I’m writing book notes again to try to publish something every day. I’ve been aiming to write 1000 words daily and I’d like to make some of that published words on this blog at the minimum. Then I can go from that to the podcast to Shorts or something like that. And I’ll start with this Giannis biography that I’m really enjoying so far.
Tool 1: Find joy (even if you don’t have 5 brothers to play basketball with)
When Giannis was a kid, the family would travel to work as street vendors in different villages:
They’d drive for five hours, ten hours, during summers. Giannis would look out the window, see areas he had never heard of. Then they’d spot a beach. For an afternoon, they’d sit on the sand under the sun. Just get to relax for a few hours. Not worry about money for a few hours. Feel their toes in the sand, jump into the cool blue water. They swam and laughed, and the water glittered a deep blue green. They were able to have fun. Let go.
Then they’d go to the next village, sell, sleep. Travel, sell, sleep. Miles and miles away. Travel, sell, sleep. But even through these struggles, they found joy.
They always found joy in each other. It’s good to notice joy in your workflows. Making content and putting it online isn’t a fight for survival or anything close to the difficulty that Giannis’s family faced in Greece. It’s a stretch of a comparison.
But you should try different topic + format combinations and see which ones you enjoy. It might not be the entire workflow that’s enjoyable, but you should definitely start by avoiding content you absolutely hate creating in the first place.
Tool 2: Look at your existing skill stack (even if you’re not a Gumby-like elite athlete)

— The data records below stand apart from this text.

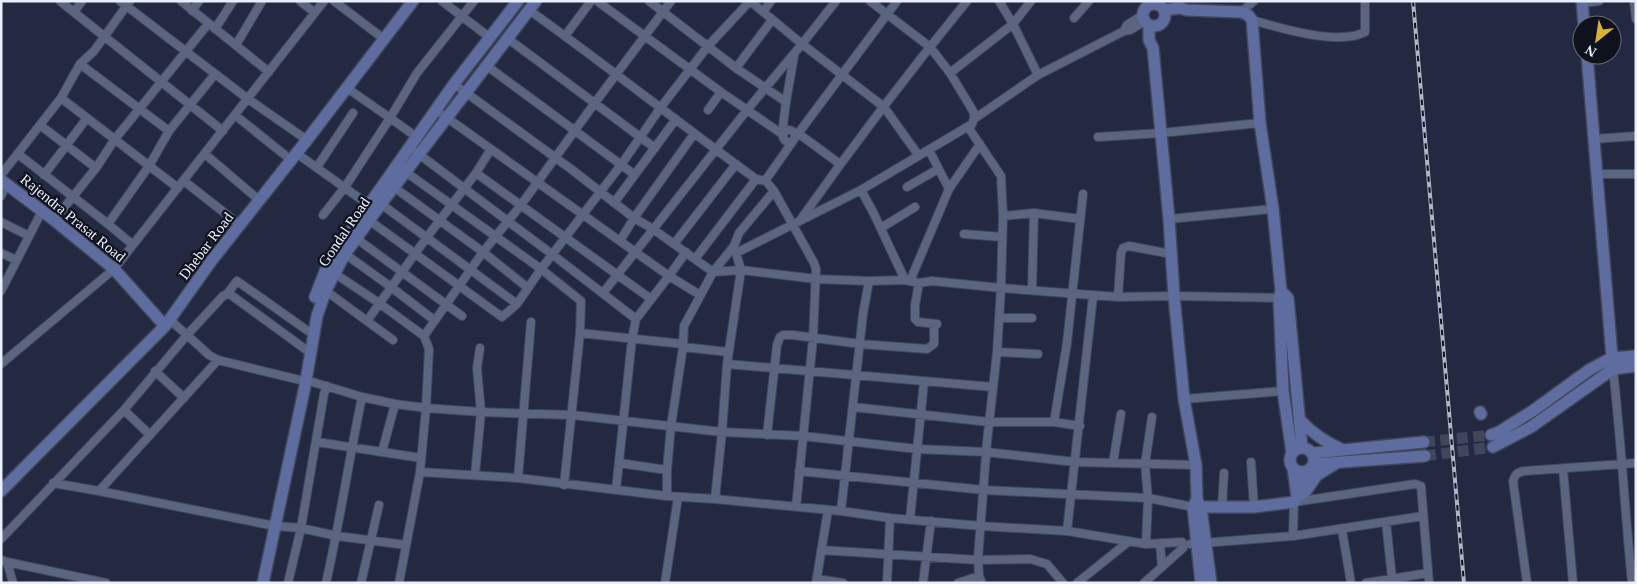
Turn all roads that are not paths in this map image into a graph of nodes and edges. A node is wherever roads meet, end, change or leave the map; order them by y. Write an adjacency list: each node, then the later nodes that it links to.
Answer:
1 (60, 1): 36 (street)
2 (82, 1): 36 (street)
3 (181, 1): 35 (street)
4 (199, 1): 35 (street)
5 (233, 1): 51 (street)
6 (262, 1): 59 (street)
7 (300, 1): 40 (street)
8 (324, 1): 40 (street)
9 (334, 1): 57 (street)
10 (413, 1): 57 (street, Dhebar Road)
11 (442, 1): 43 (street)
12 (474, 1): 43 (street)
13 (518, 1): 55 (street, Gondal Road)
14 (590, 1): 53 (street)
15 (597, 1): 54 (street)
16 (649, 1): 37 (street)
17 (671, 1): 37 (street)
18 (750, 1): 38 (street); 60 (street)
19 (771, 1): 38 (street)
20 (836, 1): 58 (street)
21 (870, 1): 41 (street)
22 (897, 1): 41 (street)
23 (967, 1): 61 (street)
24 (999, 1): 50 (street)
25 (1031, 1): 50 (street)
26 (1089, 1): 44 (street)
27 (1254, 1): 39 (street)
28 (1365, 1): 47 (street)
29 (1599, 1): 31 (street)
30 (1634, 1): 45 (street)
31 (1582, 2): 42 (street)
32 (126, 3): 52 (street); 62 (street)
33 (532, 6): 53 (street); 56 (street, Gondal Road)
34 (1158, 6): 39 (street); 48 (street); 48 (street)
35 (192, 11): 49 (street)
36 (74, 12): 52 (street)
37 (663, 12): 54 (street); 60 (street)
38 (763, 12): 46 (street)
39 (1241, 12): 47 (street)
40 (315, 13): 69 (street)
41 (887, 14): 61 (street); 74 (street)
42 (1583, 15)
43 (462, 16): 55 (street); 96 (street)
44 (1074, 18)
45 (1636, 19)
46 (772, 20): 58 (street); 67 (street)
47 (1252, 20): 99 (street)
48 (1148, 22): 72 (street); 105 (street)
49 (208, 24): 51 (street); 62 (street)
50 (1013, 24): 70 (street); 72 (street)
51 (215, 29): 59 (street)
52 (105, 36): 64 (street); 75 (street)
53 (565, 36): 73 (street)
54 (645, 36): 68 (street); 73 (street)
55 (489, 37): 76 (street, Gondal Road)
56 (507, 38): 66 (street, Gondal Road); 84 (street)
57 (384, 39): 77 (street, Dhebar Road)
58 (802, 44): 63 (street); 74 (street)
59 (236, 45): 69 (street)
60 (708, 46): 67 (street); 68 (street)
61 (930, 47): 70 (street); 86 (street)
62 (185, 51): 71 (street); 75 (street)
63 (794, 54): 78 (street); 83 (street)
64 (80, 64): 81 (street); 88 (street)
65 (1588, 65): 114 (street)
66 (487, 66): 80 (street, Gondal Road); 104 (street)
67 (736, 68): 78 (street)
68 (690, 70): 79 (street); 87 (street)
69 (269, 72): 82 (street)
70 (950, 73): 98 (street)
71 (215, 74): 82 (street); 85 (street)
72 (1038, 74): 98 (street)
73 (615, 75): 84 (street); 87 (street)
74 (842, 75): 86 (street); 112 (street)
75 (162, 81): 85 (street); 88 (street)
76 (454, 84): 80 (street); 89 (street, Gondal Road)
77 (347, 88): 96 (street); 115 (street, Dhebar Road)
78 (766, 88): 83 (street); 91 (street)
79 (721, 92): 90 (street); 91 (street)
80 (466, 93): 94 (street, Gondal Road); 127 (street)
81 (61, 98): 95 (street); 100 (street)
82 (248, 99): 93 (street); 115 (street)
83 (786, 102): 108 (street)
84 (594, 104): 104 (street); 107 (street)
85 (190, 105): 102 (street); 103 (street)
86 (884, 106): 126 (street); 130 (street)
87 (661, 107): 97 (street); 107 (street)
88 (140, 109): 102 (street); 113 (street)
89 (436, 110): 94 (street); 111 (street, Gondal Road)
90 (708, 110)
91 (747, 110): 108 (street); 120 (street)
92 (353, 114): 133 (street)
93 (235, 115): 103 (street); 125 (street)
94 (447, 117): 119 (street); 122 (street, Gondal Road)
95 (87, 118): 113 (street); 117 (street)
96 (390, 118): 111 (street); 148 (street)
97 (676, 119): 106 (street); 118 (street)
98 (974, 119): 101 (street)
99 (1260, 123): 105 (street); 164 (street)
100 (40, 125): 117 (street); 123 (street)
101 (968, 127): 116 (street); 121 (street)
102 (169, 131): 132 (street)
103 (223, 131): 124 (street)
104 (574, 132): 127 (street); 131 (street)
105 (1161, 133): 110 (street); 173 (street)
106 (694, 134): 120 (street); 171 (street)
107 (640, 136): 118 (street); 131 (street)
108 (782, 136): 112 (street); 128 (street)
109 (1636, 136): 114 (street)
110 (1098, 137)
111 (418, 138): 122 (street, Gondal Road)
112 (795, 138): 128 (street); 130 (street)
113 (115, 139): 132 (street); 134 (street)
114 (1594, 139): 138 (street)
115 (307, 140): 125 (street, Dhebar Road)
116 (980, 144): 151 (street); 169 (street)
117 (66, 145): 134 (street); 140 (street)
118 (655, 148): 141 (street)
119 (491, 149): 137 (street); 145 (street)
120 (716, 150): 129 (street); 182 (street)
121 (929, 150): 126 (street); 135 (street)
122 (414, 151): 136 (street, Gondal Road); 150 (street)
123 (18, 154): 140 (street); 142 (street)
124 (205, 154): 143 (street); 158 (street)
125 (294, 156): 133 (street); 158 (street, Dhebar Road)
126 (919, 156): 152 (street)
127 (555, 159): 145 (street); 154 (street)
128 (777, 163): 144 (street)
129 (736, 164): 144 (street); 191 (street)
130 (840, 164): 178 (street)
131 (621, 165): 141 (street); 154 (street)
132 (149, 166): 149 (street); 179 (street)
133 (317, 167): 148 (street)
134 (96, 168): 157 (street)
135 (938, 168): 147 (street); 151 (street)
136 (401, 169): 146 (street, Gondal Road); 161 (street)
137 (476, 173): 150 (street); 162 (street)
138 (1597, 174): 139 (street); 262 (street)
139 (1636, 174)
140 (44, 175): 157 (street)
141 (635, 175): 160 (street)
142 (3, 180): 156 (street); 165 (street, Rajendra Prasat Road)
143 (184, 180): 149 (street); 180 (street)
144 (760, 180): 153 (street); 202 (street)
145 (538, 182): 162 (street); 168 (street)
146 (390, 184): 159 (street, Gondal Road); 175 (street)
147 (907, 186)
148 (345, 187): 159 (street); 167 (street)
149 (178, 188): 192 (street)
150 (464, 189): 161 (street); 176 (street)
151 (949, 189): 215 (street)
152 (861, 190): 178 (street); 181 (street)
153 (774, 191): 178 (street); 193 (street)
154 (600, 192): 160 (street); 168 (street)
155 (1084, 194): 172 (street)
156 (1, 196)
157 (73, 197): 174 (street); 179 (street)
158 (259, 200): 180 (street, Dhebar Road)
159 (374, 203): 170 (street, Gondal Road); 189 (street)
160 (614, 203): 171 (street)
161 (451, 205): 175 (street); 186 (street)
162 (521, 205): 176 (street); 187 (street)
163 (915, 207): 181 (street)
164 (1273, 209): 173 (street); 230 (street)
165 (42, 211): 174 (street, Rajendra Prasat Road); 184 (street)
166 (1034, 213): 169 (street); 172 (street); 222 (street)
167 (323, 215)
168 (582, 216): 187 (street); 190 (street)
169 (1003, 216): 188 (street)
170 (366, 217): 185 (street, Gondal Road); 199 (street)
171 (634, 218): 182 (street); 190 (street)
172 (1080, 219): 226 (street)
173 (1169, 219): 200 (street)
174 (54, 220): 204 (street, Rajendra Prasat Road)
175 (439, 221): 189 (street); 195 (street)
176 (507, 221): 186 (street); 201 (street)
177 (1, 222): 184 (street)
178 (796, 222): 193 (street); 212 (street)
179 (108, 224): 192 (street)
180 (240, 225): 243 (street, Dhebar Road)
181 (880, 228): 215 (street)
182 (653, 229): 191 (street); 196 (street)
183 (964, 234): 188 (street)
184 (29, 236): 203 (street)
185 (353, 236): 194 (street, Gondal Road); 209 (street)
186 (494, 236): 195 (street); 206 (street)
187 (566, 237): 201 (street); 211 (street)
188 (1002, 237): 221 (street)
189 (427, 238): 199 (street); 205 (street)
190 (620, 242): 196 (street)
191 (674, 244): 197 (street)
192 (133, 245): 204 (street)
193 (735, 249): 207 (street); 210 (street)
194 (341, 251): 208 (street, Gondal Road); 218 (street)
195 (483, 252): 205 (street); 220 (street)
196 (635, 252): 211 (street); 213 (street)
197 (686, 252): 202 (street); 213 (street)
198 (1, 253): 203 (street)
199 (415, 254): 209 (street); 217 (street)
200 (1171, 254): 229 (street); 231 (street)
201 (553, 255): 206 (street); 224 (street)
202 (695, 259): 210 (street)
203 (16, 260): 223 (street)
204 (114, 269): 243 (street, Rajendra Prasat Road); 260 (street)
205 (471, 269): 217 (street); 235 (street)
206 (541, 269): 220 (street); 245 (street)
207 (741, 270): 210 (street); 212 (street); 255 (street)
208 (330, 271): 219 (street, Gondal Road); 233 (street)
209 (402, 272): 218 (street); 234 (street)
210 (713, 272): 227 (street)
211 (617, 274): 224 (street); 232 (street)
212 (816, 275): 214 (street); 248 (street)
213 (669, 276): 227 (street); 232 (street)
214 (869, 281): 215 (street); 251 (street)
215 (908, 281): 216 (street)
216 (919, 283): 221 (street); 251 (street)
217 (459, 286): 234 (street); 235 (street)
218 (391, 287): 233 (street); 240 (street)
219 (322, 288): 241 (street); 244 (street, Gondal Road); 268 (street, Gondal Road)
220 (528, 288): 235 (street)
221 (1001, 288): 222 (street); 237 (street)
222 (1032, 290): 226 (street)
223 (1, 291)
224 (603, 293): 239 (street)
225 (227, 294): 244 (street); 246 (street); 254 (street)
226 (1073, 294): 228 (street); 289 (street)
227 (700, 295): 252 (street)
228 (1094, 296): 231 (street); 291 (street)
229 (1174, 296): 230 (street); 231 (street); 275 (street)
230 (1283, 296): 272 (street); 287 (street)
231 (1118, 297)
232 (651, 299): 239 (street)
233 (379, 303): 241 (street); 247 (street)
234 (447, 304): 236 (street); 240 (street)
235 (516, 304)
236 (462, 316)
237 (999, 318): 238 (street); 256 (street)
238 (1032, 318)
239 (636, 319): 250 (street)
240 (434, 320): 247 (street)
241 (367, 321): 249 (street)
242 (531, 322): 281 (street)
243 (168, 323): 246 (street); 333 (street, Dhebar Road)
244 (308, 331): 254 (street, Gondal Road)
245 (580, 333): 250 (street); 284 (street)
246 (187, 335): 259 (street); 266 (street)
247 (424, 336): 277 (street)
248 (813, 339): 251 (street); 264 (street); 265 (street)
249 (393, 340)
250 (632, 340): 252 (street); 286 (street)
251 (860, 344): 267 (street)
252 (683, 346): 255 (street); 290 (street)
253 (480, 348): 280 (street)
254 (305, 349): 268 (street, Gondal Road)
255 (728, 352): 261 (street)
256 (997, 352): 257 (street); 271 (street)
257 (1038, 354)
258 (1636, 356): 262 (street)
259 (218, 360): 268 (street); 274 (street)
260 (1, 364)
261 (727, 364): 264 (street); 292 (street)
262 (1612, 364): 263 (street); 295 (street); 300 (street); 313 (street)
263 (1636, 366)
264 (775, 368): 265 (street); 294 (street)
265 (809, 370): 267 (street); 296 (street)
266 (155, 371): 274 (street); 279 (street)
267 (857, 375): 269 (street); 278 (street)
268 (303, 380): 270 (street); 353 (street, Gondal Road)
269 (924, 382): 271 (street); 282 (street)
270 (327, 386): 273 (street); 297 (street)
271 (993, 387): 288 (street)
272 (1283, 391): 275 (street); 306 (street)
273 (362, 397): 276 (street); 301 (street)
274 (184, 398): 293 (street)
275 (1184, 399): 317 (street)
276 (395, 404): 277 (street); 304 (street)
277 (426, 408): 280 (street); 308 (street)
278 (853, 408): 282 (street); 298 (street)
279 (124, 410): 293 (street); 329 (street)
280 (480, 412): 281 (street); 325 (street)
281 (523, 412): 284 (street); 327 (street)
282 (920, 414): 288 (street); 302 (street)
283 (1121, 414): 315 (street)
284 (572, 415): 286 (street); 330 (street)
285 (1152, 417): 316 (street)
286 (623, 420): 290 (street); 312 (street)
287 (1300, 420): 303 (street); 306 (street)
288 (989, 422): 289 (street); 305 (street)
289 (1054, 422): 291 (street)
290 (671, 426): 292 (street); 320 (street)
291 (1080, 426): 309 (street)
292 (722, 432): 294 (street); 340 (street)
293 (150, 435): 334 (street)
294 (767, 435): 296 (street)
295 (1491, 435)
296 (803, 436): 298 (street); 321 (street)
297 (317, 442): 301 (street); 355 (street)
298 (849, 442): 302 (street); 326 (street)
299 (1424, 442): 303 (street)
300 (1493, 447)
301 (351, 448): 304 (street); 359 (street)
302 (917, 449): 305 (street); 328 (street)
303 (1342, 450): 306 (street)
304 (382, 452): 308 (street)
305 (986, 452): 309 (street); 332 (street)
306 (1305, 454): 311 (street); 318 (street); 323 (street)
307 (1425, 456): 311 (street)
308 (420, 458): 322 (street)
309 (1075, 462): 315 (street); 335 (street)
310 (1251, 462): 345 (street)
311 (1339, 462): 338 (street)
312 (619, 463): 320 (street); 331 (street)
313 (1621, 463): 314 (street); 319 (street); 361 (street)
314 (1636, 463)
315 (1113, 464): 316 (street)
316 (1146, 464): 317 (street); 339 (street)
317 (1196, 465): 342 (street)
318 (1293, 468): 323 (street); 338 (street)
319 (1563, 469): 400 (street); 401 (street)
320 (667, 470): 336 (street)
321 (800, 471): 326 (street); 343 (street)
322 (420, 472): 325 (street); 368 (street)
323 (1304, 472): 338 (street)
324 (1224, 473): 344 (street)
325 (475, 475): 327 (street)
326 (844, 475): 328 (street); 347 (street)
327 (518, 478): 330 (street)
328 (913, 482): 332 (street); 350 (street)
329 (52, 483): 334 (street); 362 (street)
330 (564, 485): 331 (street)
331 (616, 490): 336 (street)
332 (984, 490): 335 (street); 354 (street)
333 (1, 491)
334 (98, 491): 353 (street)
335 (1071, 494): 339 (street); 357 (street)
336 (667, 496): 337 (street)
337 (678, 497): 340 (street); 388 (street)
338 (1299, 497): 345 (street); 348 (street); 360 (street)
339 (1148, 498): 342 (street); 366 (street)
340 (715, 499): 343 (street)
341 (379, 505): 363 (street)
342 (1197, 505): 344 (street); 367 (street)
343 (796, 507): 346 (street)
344 (1222, 507): 345 (street)
345 (1254, 507)
346 (828, 510): 347 (street); 369 (street)
347 (842, 511): 349 (street)
348 (1424, 516): 352 (street); 375 (street)
349 (890, 518): 350 (street); 370 (street)
350 (910, 519): 351 (street)
351 (931, 521): 354 (street); 371 (street)
352 (1386, 522): 356 (street); 376 (street)
353 (272, 526): 355 (street); 382 (street, Gondal Road); 383 (street, Gondal Road)
354 (981, 526): 357 (street); 372 (street)
355 (302, 528): 359 (street); 384 (street)
356 (1342, 530): 360 (street); 397 (street)
357 (1067, 531): 364 (street)
358 (1636, 535): 361 (street)
359 (337, 536): 363 (street); 385 (street)
360 (1293, 536): 367 (street)
361 (1627, 536): 402 (street)
362 (1, 538)
363 (371, 541): 368 (street); 386 (street)
364 (1128, 542): 366 (street); 393 (street)
365 (1160, 543): 366 (street); 367 (street); 374 (street)
366 (1146, 544)
367 (1191, 544): 374 (street); 395 (street); 396 (street)
368 (406, 545): 387 (street)
369 (822, 550): 370 (street); 378 (street)
370 (888, 555): 371 (street); 390 (street)
371 (926, 557): 372 (street); 391 (street)
372 (978, 560): 377 (street); 392 (street)
373 (4, 561): 380 (street); 381 (street)
374 (1162, 567): 394 (street)
375 (1428, 573): 376 (street); 399 (street)
376 (1392, 578): 398 (street)
377 (981, 579): 379 (street)
378 (816, 581): 389 (street)
379 (962, 582)
380 (13, 583)
381 (106, 583)
382 (257, 583)
383 (263, 583)
384 (288, 583)
385 (326, 583)
386 (361, 583)
387 (399, 583)
388 (665, 583)
389 (843, 583)
390 (887, 583)
391 (923, 583)
392 (1062, 583)
393 (1077, 583)
394 (1144, 583)
395 (1201, 583)
396 (1211, 583)
397 (1351, 583)
398 (1366, 583)
399 (1429, 583)
400 (1527, 583)
401 (1573, 583)
402 (1632, 583)

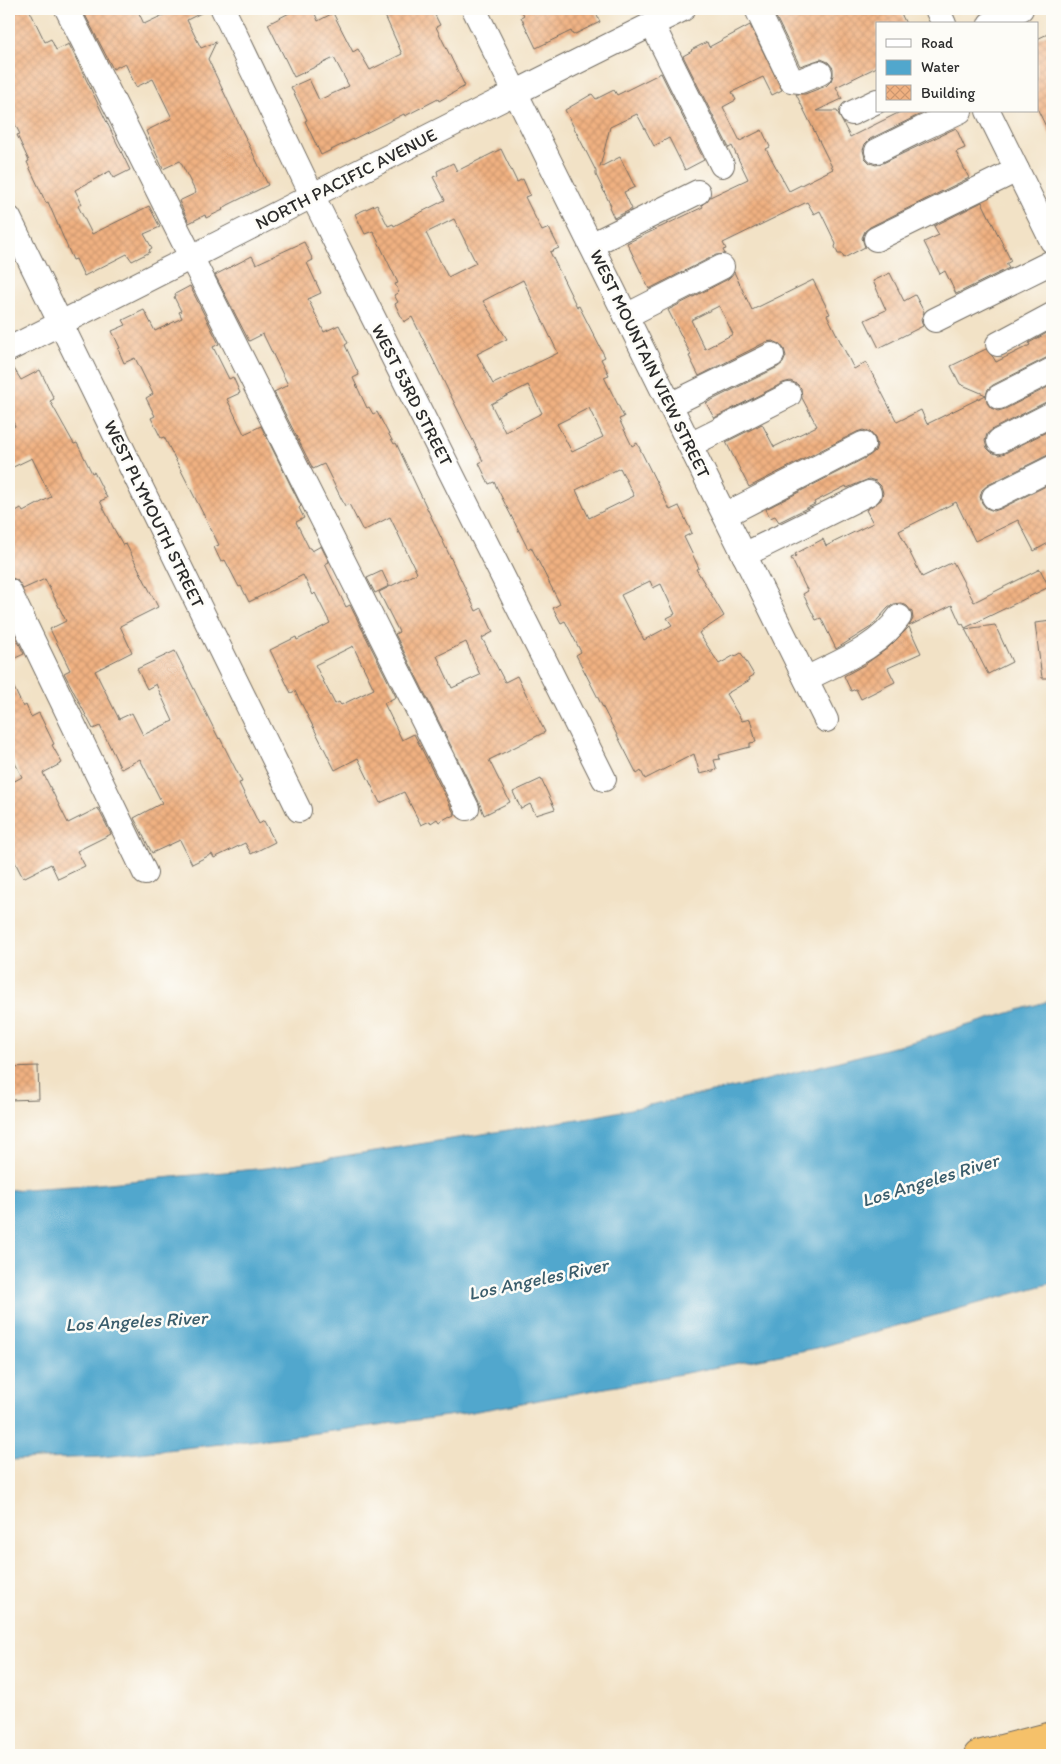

Giannis loved playing soccerso that seems like the most likely path to being scouted as a kid.
But he was playing tag.
From a Vice article about Spiros Velliniatis:
“I stumbled across three other kids who were playing tag on the Tritonas team’s court. I was stunned by what I saw. It was Giannis, along with two of his brothers, Kostas and Alexis. At that moment, I realized I was in the presence of one of the biggest basketball talents in the world, right in front of me.”
Velliniatis was a local coach at the time. He noticed the length, energy, and focus. From “Giannis”:
What he saw was Giannis’s long limbs, his Gumby-like arms. What he noticed was that Giannis never seemed to tire, running, running, running. He was just having fun, but there seemed to be a seriousness about him, a focus to him.
Length, energy, and focus transfer well to other sports. While length is hard to have control over, energy and focus can be worked on.
As a creator, look toward your current skills and knowledge to see if there’s something you can add to your content.
On the off chance that you had a prior life as a professional tag player, you certainly have some stories to tell. You have knowledge of fundamentals that are boring to you but really interesting to people new to the sport. And if you’re still playing, you have an offline journey that you can document and share online.
(Reversale: Keep things separate — MKBHD is a professional ultimate player and doesn’t sprinkle that into every tech review video he does. David Senra seems to have as much knowledge about Game of Thrones as he does about business history, but compare everything to Westeros history.)
Tool 3: Practice, practice, practice (even if you’re talented)
Giannis practices dunking:
Something burned in him to fly. Rise higher and higher to the basket. He’d start at the free throw line and practice his steps, trying to get his rhythm down. He failed and failed, struggled to even grip the ball. For the next five days, he leaped and failed, leaped and failed. Wouldn’t leave until he dunked.
Giannis practices instead of hydrating:
What was clear was that there was an edge to him. A hardness to him. He ripped down rebounds fiercely. He’d practice moves he couldn’t master over and over rather than drink water during breaks.
Giannis practices some moves from the internet:
Finding Kobe Bryant and Kevin Durant changed everything for Giannis, though. He wanted to be as creative as Kobe, as hardworking as Kobe; as versatile as Durant, as long as Durant. He began to idolize Durant especially, who was just budding into a star for the Oklahoma City Thunder. Giannis would study him every day after attending classes at 53rd High School in Sepolia.
He’d practice Durant’s moves, especially dribble crossover pull-ups. “He’d do it at practice and call out [Durant’s] name,” says Kamperidis, who would often watch highlights with him.
Giannis practices some calisthenics:
Giannis didn’t even know what a muscle-up was. Teammates Brandon Knight, Khris Middleton, and Chris Wright showed him, each completing five in a row. Giannis couldn’t get his chin over the bar, his feet still touching the floor. His teammates were laughing so hard as Giannis struggled, twitching. “He almost flipped over the bar,” Wright says. “He was just really uncoordinated, but you could just tell he was working at it so hard.”
Whatever it is you’re creating, fall in love with practicing. Practice writing titles, Practice writing video scripts. Practice writing hooks. Practice storytelling. Practice being on camera. Practice finishing your work. Practice starting your work. Practice that tedious workflow (and find ways to remove steps). Practice focusing.